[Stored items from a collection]
--*--

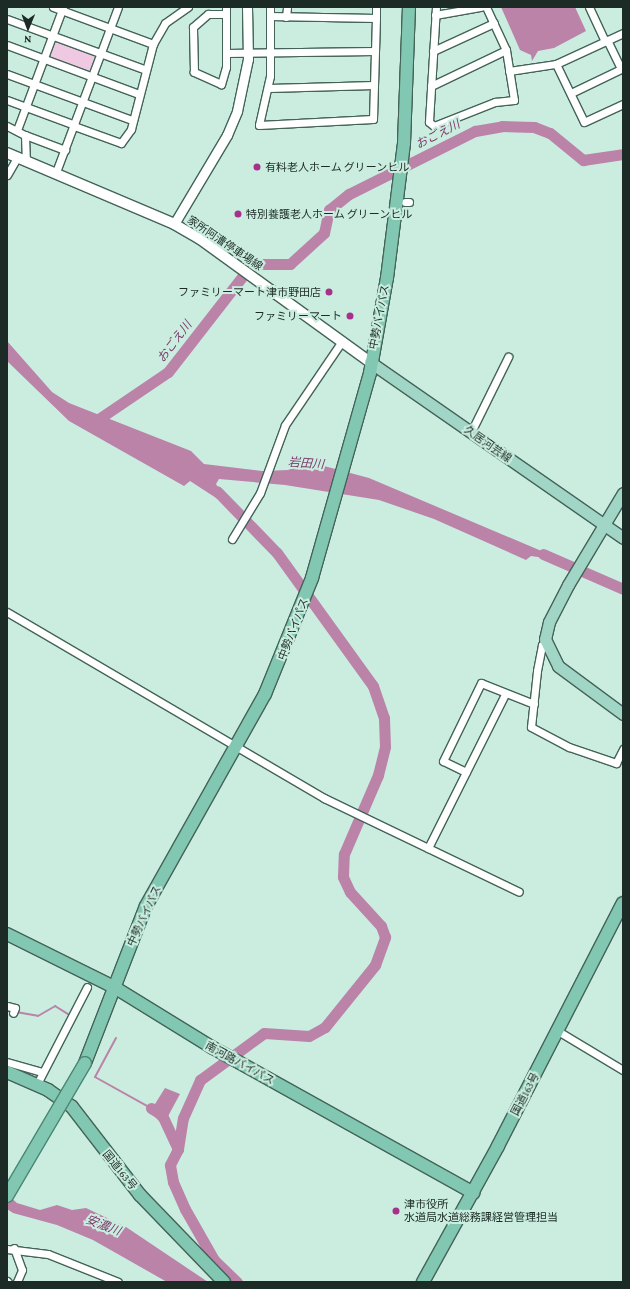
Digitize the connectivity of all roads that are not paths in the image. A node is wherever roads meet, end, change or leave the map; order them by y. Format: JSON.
{"nodes":[{"id":1,"x":53,"y":7,"type":"edge"},
{"id":2,"x":118,"y":7,"type":"edge"},
{"id":3,"x":188,"y":7,"type":"edge"},
{"id":4,"x":247,"y":7,"type":"edge"},
{"id":5,"x":270,"y":7,"type":"edge"},
{"id":6,"x":286,"y":7,"type":"edge"},
{"id":7,"x":376,"y":7,"type":"edge"},
{"id":8,"x":410,"y":7,"type":"edge"},
{"id":9,"x":436,"y":7,"type":"edge"},
{"id":10,"x":481,"y":7,"type":"edge"},
{"id":11,"x":486,"y":7,"type":"edge"},
{"id":12,"x":589,"y":7,"type":"edge"},
{"id":13,"x":63,"y":9,"type":"edge"},
{"id":14,"x":226,"y":11,"type":"edge"},
{"id":15,"x":435,"y":15,"type":"junction"},
{"id":16,"x":270,"y":16,"type":"junction"},
{"id":17,"x":286,"y":16,"type":"junction"},
{"id":18,"x":376,"y":18,"type":"junction"},
{"id":19,"x":7,"y":19,"type":"edge"},
{"id":20,"x":494,"y":23,"type":"junction"},
{"id":21,"x":110,"y":28,"type":"junction"},
{"id":22,"x":623,"y":32,"type":"edge"},
{"id":23,"x":52,"y":36,"type":"junction"},
{"id":24,"x":606,"y":40,"type":"junction"},
{"id":25,"x":153,"y":44,"type":"junction"},
{"id":26,"x":7,"y":45,"type":"edge"},
{"id":27,"x":506,"y":50,"type":"junction"},
{"id":28,"x":376,"y":51,"type":"junction"},
{"id":29,"x":433,"y":51,"type":"junction"},
{"id":30,"x":271,"y":52,"type":"junction"},
{"id":31,"x":226,"y":53,"type":"junction"},
{"id":32,"x":247,"y":53,"type":"junction"},
{"id":33,"x":100,"y":54,"type":"junction"},
{"id":34,"x":44,"y":59,"type":"junction"},
{"id":35,"x":556,"y":64,"type":"junction"},
{"id":36,"x":622,"y":69,"type":"edge"},
{"id":37,"x":146,"y":70,"type":"junction"},
{"id":38,"x":509,"y":71,"type":"junction"},
{"id":39,"x":7,"y":74,"type":"edge"},
{"id":40,"x":92,"y":77,"type":"junction"},
{"id":41,"x":34,"y":84,"type":"junction"},
{"id":42,"x":374,"y":85,"type":"junction"},
{"id":43,"x":431,"y":86,"type":"junction"},
{"id":44,"x":269,"y":88,"type":"junction"},
{"id":45,"x":571,"y":93,"type":"junction"},
{"id":46,"x":139,"y":94,"type":"junction"},
{"id":47,"x":7,"y":100,"type":"edge"},
{"id":48,"x":83,"y":102,"type":"junction"},
{"id":49,"x":623,"y":104,"type":"edge"},
{"id":50,"x":26,"y":107,"type":"junction"},
{"id":51,"x":132,"y":120,"type":"junction"},
{"id":52,"x":7,"y":126,"type":"edge"},
{"id":53,"x":74,"y":126,"type":"junction"},
{"id":54,"x":17,"y":130,"type":"junction"},
{"id":55,"x":25,"y":135,"type":"junction"},
{"id":56,"x":65,"y":150,"type":"junction"},
{"id":57,"x":7,"y":153,"type":"edge"},
{"id":58,"x":22,"y":158,"type":"junction"},
{"id":59,"x":56,"y":172,"type":"junction"},
{"id":60,"x":7,"y":175,"type":"edge"},
{"id":61,"x":174,"y":224,"type":"junction"},
{"id":62,"x":342,"y":341,"type":"junction"},
{"id":63,"x":508,"y":357,"type":"dead end"},
{"id":64,"x":370,"y":362,"type":"junction"},
{"id":65,"x":471,"y":432,"type":"junction"},
{"id":66,"x":623,"y":493,"type":"edge"},
{"id":67,"x":604,"y":528,"type":"junction"},
{"id":68,"x":623,"y":538,"type":"edge"},
{"id":69,"x":232,"y":539,"type":"dead end"},
{"id":70,"x":7,"y":612,"type":"edge"},
{"id":71,"x":546,"y":642,"type":"junction"},
{"id":72,"x":505,"y":694,"type":"junction"},
{"id":73,"x":534,"y":704,"type":"junction"},
{"id":74,"x":623,"y":714,"type":"edge"},
{"id":75,"x":238,"y":745,"type":"junction"},
{"id":76,"x":623,"y":749,"type":"edge"},
{"id":77,"x":466,"y":772,"type":"junction"},
{"id":78,"x":428,"y":848,"type":"junction"},
{"id":79,"x":519,"y":892,"type":"dead end"},
{"id":80,"x":623,"y":903,"type":"edge"},
{"id":81,"x":7,"y":934,"type":"edge"},
{"id":82,"x":114,"y":987,"type":"junction"},
{"id":83,"x":87,"y":988,"type":"dead end"},
{"id":84,"x":558,"y":1031,"type":"junction"},
{"id":85,"x":7,"y":1062,"type":"edge"},
{"id":86,"x":623,"y":1070,"type":"edge"},
{"id":87,"x":7,"y":1072,"type":"edge"},
{"id":88,"x":39,"y":1078,"type":"junction"},
{"id":89,"x":472,"y":1193,"type":"junction"},
{"id":90,"x":7,"y":1196,"type":"edge"},
{"id":91,"x":10,"y":1248,"type":"edge"},
{"id":92,"x":17,"y":1282,"type":"edge"},
{"id":93,"x":118,"y":1282,"type":"edge"},
{"id":94,"x":224,"y":1282,"type":"edge"},
{"id":95,"x":423,"y":1282,"type":"edge"}],
"edges":[{"from":1,"to":13,"type":"street"},
{"from":2,"to":21,"type":"street"},
{"from":3,"to":25,"type":"street"},
{"from":4,"to":32,"type":"street"},
{"from":5,"to":16,"type":"street"},
{"from":6,"to":17,"type":"street"},
{"from":7,"to":18,"type":"street"},
{"from":8,"to":64,"type":"highway","name":"中勢バイパス"},
{"from":9,"to":15,"type":"street"},
{"from":10,"to":15,"type":"street"},
{"from":11,"to":20,"type":"street"},
{"from":12,"to":24,"type":"street"},
{"from":13,"to":21,"type":"street"},
{"from":13,"to":23,"type":"street"},
{"from":14,"to":31,"type":"street"},
{"from":14,"to":31,"type":"street"},
{"from":15,"to":29,"type":"street"},
{"from":16,"to":17,"type":"street"},
{"from":16,"to":30,"type":"street"},
{"from":17,"to":18,"type":"street"},
{"from":18,"to":28,"type":"street"},
{"from":19,"to":23,"type":"street"},
{"from":20,"to":27,"type":"street"},
{"from":20,"to":29,"type":"street"},
{"from":21,"to":25,"type":"street"},
{"from":21,"to":33,"type":"street"},
{"from":22,"to":24,"type":"street"},
{"from":23,"to":33,"type":"street"},
{"from":23,"to":34,"type":"street"},
{"from":24,"to":35,"type":"street"},
{"from":24,"to":36,"type":"street"},
{"from":25,"to":37,"type":"street"},
{"from":26,"to":34,"type":"street"},
{"from":27,"to":38,"type":"street"},
{"from":27,"to":43,"type":"street"},
{"from":28,"to":30,"type":"street"},
{"from":28,"to":42,"type":"street"},
{"from":29,"to":43,"type":"street"},
{"from":30,"to":32,"type":"street"},
{"from":30,"to":44,"type":"street"},
{"from":31,"to":32,"type":"street"},
{"from":32,"to":61,"type":"street"},
{"from":33,"to":37,"type":"street"},
{"from":33,"to":40,"type":"street"},
{"from":34,"to":40,"type":"street"},
{"from":34,"to":41,"type":"street"},
{"from":35,"to":38,"type":"street"},
{"from":35,"to":45,"type":"street"},
{"from":36,"to":45,"type":"street"},
{"from":37,"to":46,"type":"street"},
{"from":38,"to":43,"type":"street"},
{"from":39,"to":41,"type":"street"},
{"from":40,"to":46,"type":"street"},
{"from":40,"to":48,"type":"street"},
{"from":41,"to":48,"type":"street"},
{"from":41,"to":50,"type":"street"},
{"from":42,"to":44,"type":"street"},
{"from":42,"to":44,"type":"street"},
{"from":45,"to":49,"type":"street"},
{"from":46,"to":51,"type":"street"},
{"from":47,"to":50,"type":"street"},
{"from":48,"to":51,"type":"street"},
{"from":48,"to":53,"type":"street"},
{"from":50,"to":53,"type":"street"},
{"from":50,"to":54,"type":"street"},
{"from":51,"to":53,"type":"street"},
{"from":52,"to":54,"type":"street"},
{"from":53,"to":56,"type":"street"},
{"from":54,"to":55,"type":"street"},
{"from":55,"to":56,"type":"street"},
{"from":55,"to":58,"type":"street"},
{"from":56,"to":59,"type":"street"},
{"from":57,"to":58,"type":"main road","name":"家所阿漕停車場線"},
{"from":58,"to":59,"type":"main road","name":"家所阿漕停車場線"},
{"from":58,"to":60,"type":"street"},
{"from":59,"to":61,"type":"main road","name":"家所阿漕停車場線"},
{"from":61,"to":62,"type":"main road","name":"家所阿漕停車場線"},
{"from":62,"to":64,"type":"main road","name":"家所阿漕停車場線"},
{"from":62,"to":69,"type":"street"},
{"from":63,"to":65,"type":"street"},
{"from":64,"to":65,"type":"main road","name":"久居河芸線"},
{"from":64,"to":75,"type":"highway","name":"中勢バイパス"},
{"from":65,"to":67,"type":"main road","name":"久居河芸線"},
{"from":66,"to":67,"type":"main road"},
{"from":67,"to":68,"type":"main road","name":"久居河芸線"},
{"from":67,"to":71,"type":"main road"},
{"from":70,"to":75,"type":"street"},
{"from":71,"to":73,"type":"street"},
{"from":71,"to":74,"type":"main road"},
{"from":72,"to":73,"type":"street"},
{"from":72,"to":77,"type":"street"},
{"from":72,"to":77,"type":"street"},
{"from":73,"to":76,"type":"street"},
{"from":75,"to":78,"type":"street"},
{"from":75,"to":82,"type":"highway","name":"中勢バイパス"},
{"from":77,"to":78,"type":"street"},
{"from":78,"to":79,"type":"street"},
{"from":80,"to":84,"type":"highway","name":"国道163号"},
{"from":81,"to":82,"type":"highway","name":"南河路バイパス"},
{"from":82,"to":89,"type":"highway","name":"南河路バイパス"},
{"from":82,"to":90,"type":"highway","name":"中勢バイパス","bridge":true},
{"from":83,"to":88,"type":"street"},
{"from":84,"to":86,"type":"street"},
{"from":84,"to":89,"type":"highway","name":"国道163号"},
{"from":85,"to":88,"type":"street"},
{"from":87,"to":88,"type":"highway","name":"国道163号"},
{"from":88,"to":94,"type":"highway","name":"国道163号"},
{"from":89,"to":95,"type":"highway","name":"国道163号"},
{"from":91,"to":92,"type":"street"},
{"from":91,"to":93,"type":"street"}]}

--*--

*TASK DESCRIPTION:*
Please say only the number of lines in the data that hold "main".

*WRITTEN SOLUTION:*
11